**Task prompt:** Report every line below that has the string "numbered" in it.

**The data:**
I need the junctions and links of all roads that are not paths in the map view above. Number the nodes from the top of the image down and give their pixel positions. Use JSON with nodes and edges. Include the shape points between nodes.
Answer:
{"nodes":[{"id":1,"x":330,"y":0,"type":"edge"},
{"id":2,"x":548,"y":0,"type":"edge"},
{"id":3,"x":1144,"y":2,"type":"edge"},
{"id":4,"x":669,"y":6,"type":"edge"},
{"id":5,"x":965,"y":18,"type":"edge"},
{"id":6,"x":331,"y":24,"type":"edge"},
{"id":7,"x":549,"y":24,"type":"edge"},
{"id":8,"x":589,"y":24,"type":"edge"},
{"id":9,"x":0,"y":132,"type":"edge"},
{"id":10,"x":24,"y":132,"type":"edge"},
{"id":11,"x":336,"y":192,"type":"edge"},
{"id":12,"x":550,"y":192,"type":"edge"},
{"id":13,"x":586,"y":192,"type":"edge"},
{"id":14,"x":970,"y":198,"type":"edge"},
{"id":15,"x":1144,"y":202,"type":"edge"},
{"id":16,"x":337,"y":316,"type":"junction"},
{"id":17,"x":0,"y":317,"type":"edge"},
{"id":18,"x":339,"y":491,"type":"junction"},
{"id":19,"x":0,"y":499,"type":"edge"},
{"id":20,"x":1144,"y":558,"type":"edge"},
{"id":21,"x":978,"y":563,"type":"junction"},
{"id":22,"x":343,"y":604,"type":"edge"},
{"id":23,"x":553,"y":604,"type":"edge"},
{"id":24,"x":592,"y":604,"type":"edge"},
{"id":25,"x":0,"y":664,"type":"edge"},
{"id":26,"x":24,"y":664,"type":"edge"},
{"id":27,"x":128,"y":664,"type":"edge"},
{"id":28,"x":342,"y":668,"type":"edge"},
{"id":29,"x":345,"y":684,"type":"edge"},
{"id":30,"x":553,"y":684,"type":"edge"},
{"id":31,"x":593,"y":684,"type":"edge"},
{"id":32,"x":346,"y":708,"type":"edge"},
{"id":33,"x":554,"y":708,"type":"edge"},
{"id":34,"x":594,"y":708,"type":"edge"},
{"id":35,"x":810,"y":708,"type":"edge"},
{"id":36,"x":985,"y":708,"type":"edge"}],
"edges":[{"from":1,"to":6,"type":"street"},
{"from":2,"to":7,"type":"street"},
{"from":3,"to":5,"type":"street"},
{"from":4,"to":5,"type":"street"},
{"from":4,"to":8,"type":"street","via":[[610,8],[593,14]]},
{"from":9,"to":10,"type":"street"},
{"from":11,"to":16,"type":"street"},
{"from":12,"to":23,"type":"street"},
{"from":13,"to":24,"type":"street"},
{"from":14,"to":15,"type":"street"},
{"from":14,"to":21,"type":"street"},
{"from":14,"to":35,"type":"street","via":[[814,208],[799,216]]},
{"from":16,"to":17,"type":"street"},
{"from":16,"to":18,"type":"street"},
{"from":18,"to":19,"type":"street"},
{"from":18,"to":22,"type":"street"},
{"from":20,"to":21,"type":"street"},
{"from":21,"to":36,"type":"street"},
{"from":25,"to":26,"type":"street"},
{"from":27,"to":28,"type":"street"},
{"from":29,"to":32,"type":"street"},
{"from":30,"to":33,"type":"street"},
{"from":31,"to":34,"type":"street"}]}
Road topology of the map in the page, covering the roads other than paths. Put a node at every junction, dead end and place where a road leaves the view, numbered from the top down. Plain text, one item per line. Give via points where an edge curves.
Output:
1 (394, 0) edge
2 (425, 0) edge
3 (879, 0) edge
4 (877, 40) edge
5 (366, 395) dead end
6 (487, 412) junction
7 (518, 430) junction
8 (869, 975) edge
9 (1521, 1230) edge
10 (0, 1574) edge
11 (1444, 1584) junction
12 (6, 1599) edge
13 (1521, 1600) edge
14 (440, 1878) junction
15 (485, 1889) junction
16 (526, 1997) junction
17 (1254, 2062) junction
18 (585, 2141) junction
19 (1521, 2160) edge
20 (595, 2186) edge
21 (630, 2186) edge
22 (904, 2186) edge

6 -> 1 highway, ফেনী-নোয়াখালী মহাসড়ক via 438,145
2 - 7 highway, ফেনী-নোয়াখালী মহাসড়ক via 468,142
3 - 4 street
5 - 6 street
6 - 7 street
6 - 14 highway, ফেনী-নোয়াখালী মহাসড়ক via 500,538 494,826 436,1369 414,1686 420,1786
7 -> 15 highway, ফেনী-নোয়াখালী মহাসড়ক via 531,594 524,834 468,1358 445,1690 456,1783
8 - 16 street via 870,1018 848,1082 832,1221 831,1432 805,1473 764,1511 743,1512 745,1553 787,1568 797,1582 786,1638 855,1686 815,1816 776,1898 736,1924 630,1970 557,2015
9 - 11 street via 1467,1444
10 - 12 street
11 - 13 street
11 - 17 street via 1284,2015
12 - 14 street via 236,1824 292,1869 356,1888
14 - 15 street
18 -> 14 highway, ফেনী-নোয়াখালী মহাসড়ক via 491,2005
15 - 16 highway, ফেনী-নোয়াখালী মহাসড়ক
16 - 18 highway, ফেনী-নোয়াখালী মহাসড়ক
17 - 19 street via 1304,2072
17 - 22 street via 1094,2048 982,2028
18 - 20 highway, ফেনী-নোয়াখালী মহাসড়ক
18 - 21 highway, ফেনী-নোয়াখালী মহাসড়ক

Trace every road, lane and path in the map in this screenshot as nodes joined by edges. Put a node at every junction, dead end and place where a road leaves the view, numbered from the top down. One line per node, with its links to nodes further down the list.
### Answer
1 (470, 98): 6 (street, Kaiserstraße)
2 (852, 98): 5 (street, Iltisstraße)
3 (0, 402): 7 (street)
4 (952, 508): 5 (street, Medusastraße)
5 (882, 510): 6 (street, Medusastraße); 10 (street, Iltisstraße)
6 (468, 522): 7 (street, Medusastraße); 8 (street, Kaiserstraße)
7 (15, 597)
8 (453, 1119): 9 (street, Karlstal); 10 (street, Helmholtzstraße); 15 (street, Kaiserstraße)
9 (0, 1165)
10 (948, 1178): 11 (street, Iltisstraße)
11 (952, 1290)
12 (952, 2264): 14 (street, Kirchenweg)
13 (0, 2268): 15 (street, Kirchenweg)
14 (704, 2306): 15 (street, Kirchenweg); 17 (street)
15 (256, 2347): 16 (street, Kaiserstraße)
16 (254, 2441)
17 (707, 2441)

**Expected answer:**
Road topology of the map in the page, covering the roads other than paths. Put a node at every junction, dead end and place where a road leaves the view, numbered from the top down. Plain text, one item per line. Give via points where an edge curves.
Trace every road, lane and path in the map in this screenshot as nodes joined by edges. Put a node at every junction, dead end and place where a road leaves the view, numbered from the top down. One line per node, with its links to nodes further down the list.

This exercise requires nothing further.